If the first 40 miles of each day are electric that's 280 miles per week: 320 - 280 = 40 miles on 2 gallons of gas. This SUV gets 20 mpg, the same as any other SUV. Don't get me wrong, anytime you can avoid using gas is good but claiming 150 mpg under very specific conditions is like me claiming my car got 150 mpg on the drive home today - my drive home is all downhill and I can put it in neutral and coast almost the whole way.
Posted by: ai_vin | 18 February 2010 at 08:58 AM
Don't other PHEV's claim similar mileage methods?
Posted by: kelly | 18 February 2010 at 04:15 PM
@ Kelly,
Yes, and it is equally disingenuous for them to do so.
If we're trying to compare miles per gallon on a PHEV, we should fill the tank, charge it up, and let it drive on a track until it can't go anymore.
If we're trying to compare cost to travel 1,000 miles, we should let them count the cost of the daily charge and the gasoline, and the PHEV will do substantially better than just using gasoline, but it's still wrong to claim 150 mpg for the trinity system, because 130 of those miles came from the grid and did cost something.
PHEV need a standard, reasonable method of calculating operation costs. Anyone? Anyone?
Posted by: HealthyBreeze | 18 February 2010 at 04:24 PM
"Wonder why it has not been tried already"
I would say cost and lack of necessity. Prius and Escape hybrid have good battery life. It would make battery capacity stay higher over more miles and would recover more regenerative braking energy, but cost could be the major consideration.
Posted by: SJC | 18 February 2010 at 07:39 PM
PHEV need a standard, reasonable method of calculating operation costs. Anyone? Anyone?
The simplest way would be with a graph; if you plot mpg on the vertical and mpt(miles per trip) on the horizontal you'd get a line that curves downward with distance traveled. Any driver who knows how far he's going to go will be able to see what his mileage will be. You could also plot multiple lines on the same graph one for each likely speed or driving cycle.
Posted by: ai_vin | 19 February 2010 at 07:39 AM
I would favor miles per gasoline gallon equivalent in BTUs. The power plant may be 40% efficient, then you have transmission, conversion, storage, controller and motor. It might come out to 60 mpge, which tells the driver what they can expect in real world terms.
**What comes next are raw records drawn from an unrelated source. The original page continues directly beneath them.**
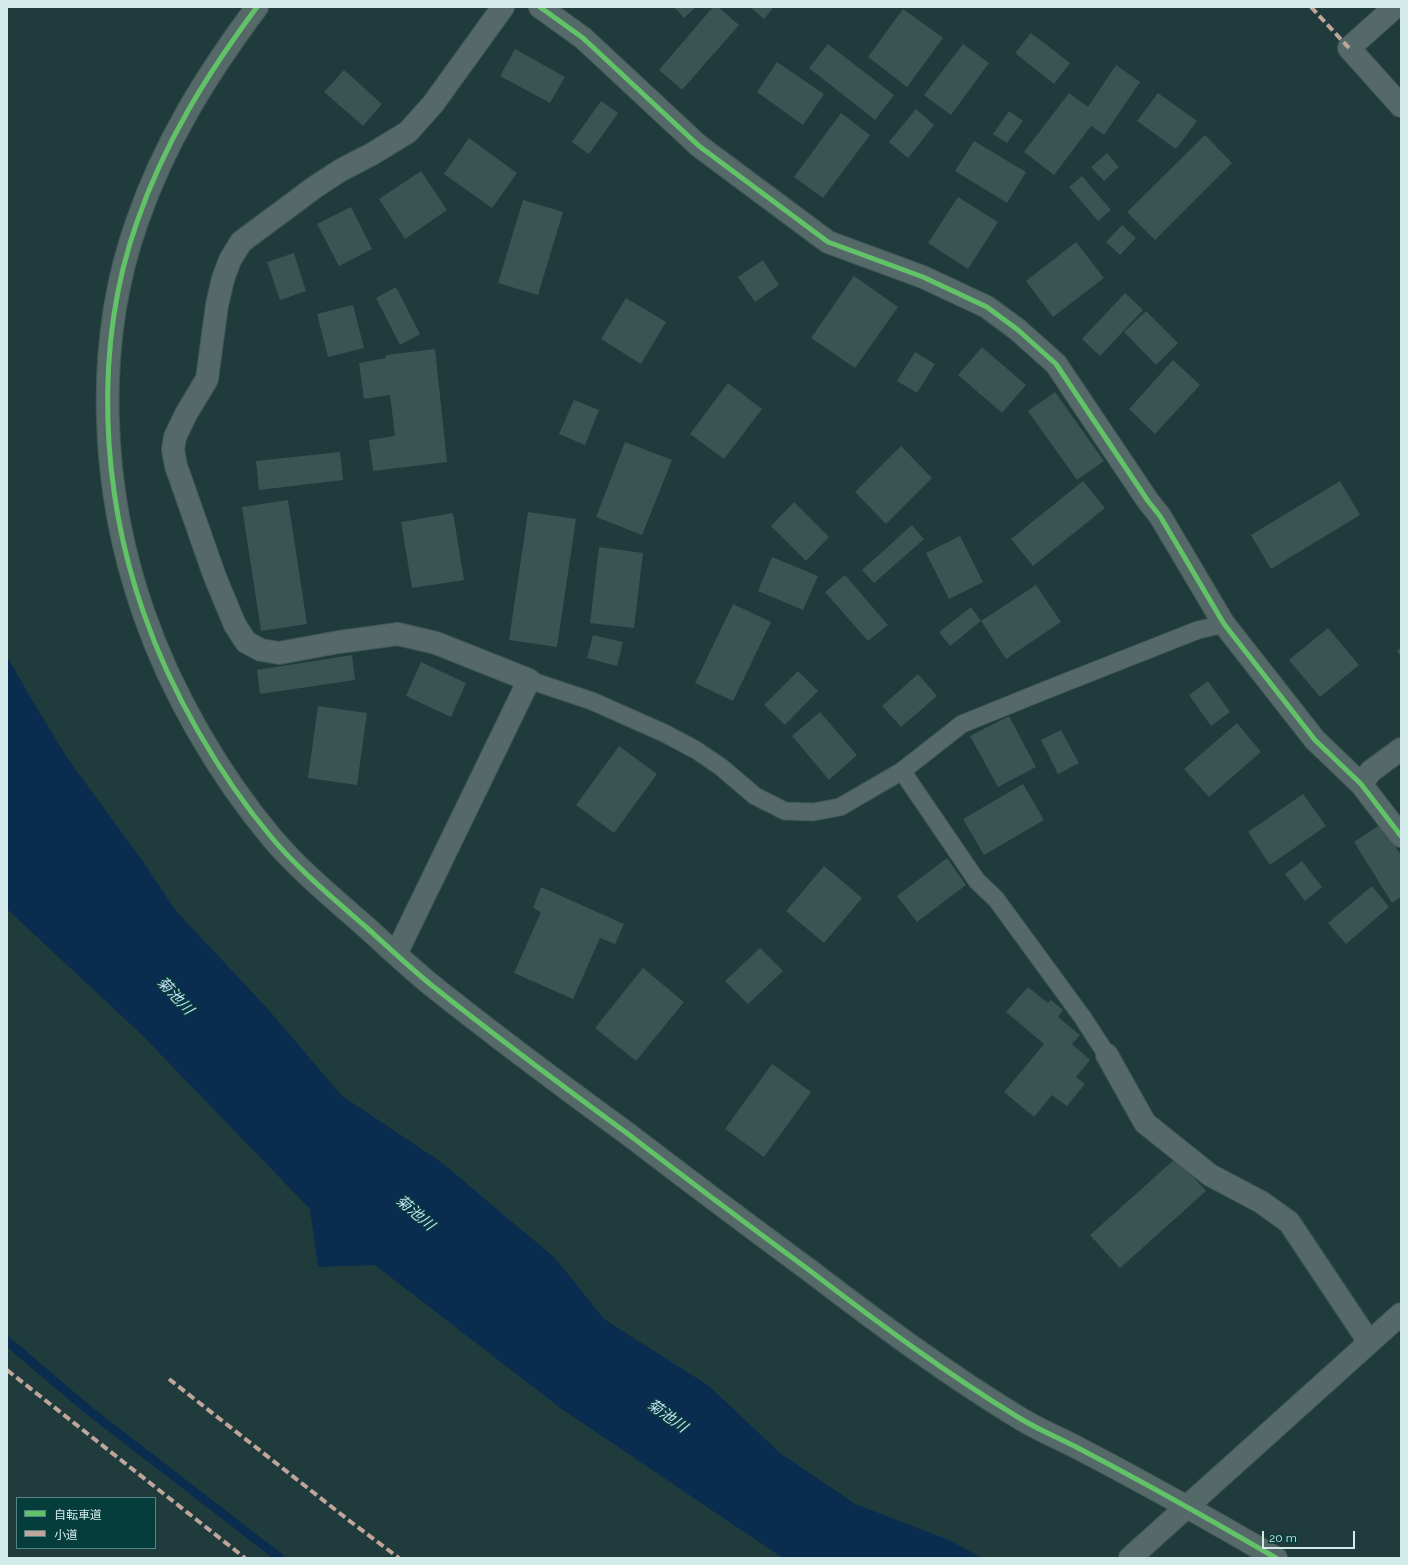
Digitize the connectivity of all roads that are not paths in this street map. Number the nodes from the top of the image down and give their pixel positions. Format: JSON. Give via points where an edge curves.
{"nodes":[{"id":1,"x":257,"y":7,"type":"edge"},
{"id":2,"x":503,"y":7,"type":"edge"},
{"id":3,"x":540,"y":7,"type":"edge"},
{"id":4,"x":1395,"y":7,"type":"edge"},
{"id":5,"x":1401,"y":106,"type":"edge"},
{"id":6,"x":1224,"y":624,"type":"junction"},
{"id":7,"x":529,"y":680,"type":"junction"},
{"id":8,"x":1401,"y":749,"type":"edge"},
{"id":9,"x":902,"y":771,"type":"junction"},
{"id":10,"x":1361,"y":784,"type":"junction"},
{"id":11,"x":1401,"y":836,"type":"edge"},
{"id":12,"x":396,"y":954,"type":"junction"},
{"id":13,"x":1107,"y":1055,"type":"joint"},
{"id":14,"x":1401,"y":1314,"type":"edge"},
{"id":15,"x":1369,"y":1342,"type":"junction"},
{"id":16,"x":1186,"y":1507,"type":"junction"},
{"id":17,"x":1130,"y":1558,"type":"edge"},
{"id":18,"x":1276,"y":1558,"type":"edge"}],
"edges":[{"from":1,"to":12,"type":"street","via":[[227,47],[193,100],[168,147],[135,226],[118,293],[109,359],[109,427],[115,494],[128,560],[145,618],[157,650],[181,699],[212,753],[275,842]]},
{"from":2,"to":7,"type":"street","via":[[433,104],[408,132],[315,187],[241,242],[230,260],[223,279],[207,379],[186,414],[175,437],[173,450],[176,466],[216,577],[235,626],[246,642],[261,650],[279,653],[398,634],[436,643]]},
{"from":3,"to":6,"type":"street","via":[[583,38],[699,146],[828,242],[922,277],[987,306],[1040,349],[1056,364],[1160,516]]},
{"from":4,"to":5,"type":"street","via":[[1349,48]]},
{"from":6,"to":9,"type":"lane","via":[[1198,630],[962,724]]},
{"from":6,"to":10,"type":"street","via":[[1315,740]]},
{"from":7,"to":9,"type":"lane","via":[[592,701],[664,733],[721,767],[755,796],[785,810],[813,812],[840,807]]},
{"from":7,"to":12,"type":"street"},
{"from":8,"to":10,"type":"street","via":[[1371,772]]},
{"from":9,"to":13,"type":"lane","via":[[977,881],[996,899]]},
{"from":10,"to":11,"type":"street"},
{"from":12,"to":16,"type":"street","via":[[505,1042],[853,1304],[941,1367],[1025,1421]]},
{"from":13,"to":15,"type":"street","via":[[1145,1123],[1210,1176],[1261,1202],[1289,1222]]},
{"from":14,"to":15,"type":"street"},
{"from":15,"to":16,"type":"street"},
{"from":16,"to":17,"type":"street"},
{"from":16,"to":18,"type":"street"}]}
Posted by: SJC | 19 February 2010 at 10:30 AM
@ SJC,
That's a step in the right direction. Eventually, there will be the question of where the electricity came from? Cogeneration plants are even more than 40% efficient. Solar and wind probably have some aggregate converstion efficiency if you count their latent energy cost and the fossil fuel required for their maintenance. That's a fuzzy number based on amortization assumptions of their service life and total energy produced over that span, but it can still be arrived at in some meaningful way.
Posted by: HealthyBreeze | 22 February 2010 at 11:00 AM
SJC:
Will we be condemned to buy and use the cheapest lowest quality products (vehicles etc) forever in order to have more of them? My four-door garage is better than the neighbour's three-door because it shows the world that I'm richer and may have 4 vehicles. Leave 2 vehicles parked outside to make believe that you may have six etc.
Is this what will be accepted as higher quality of life in the future?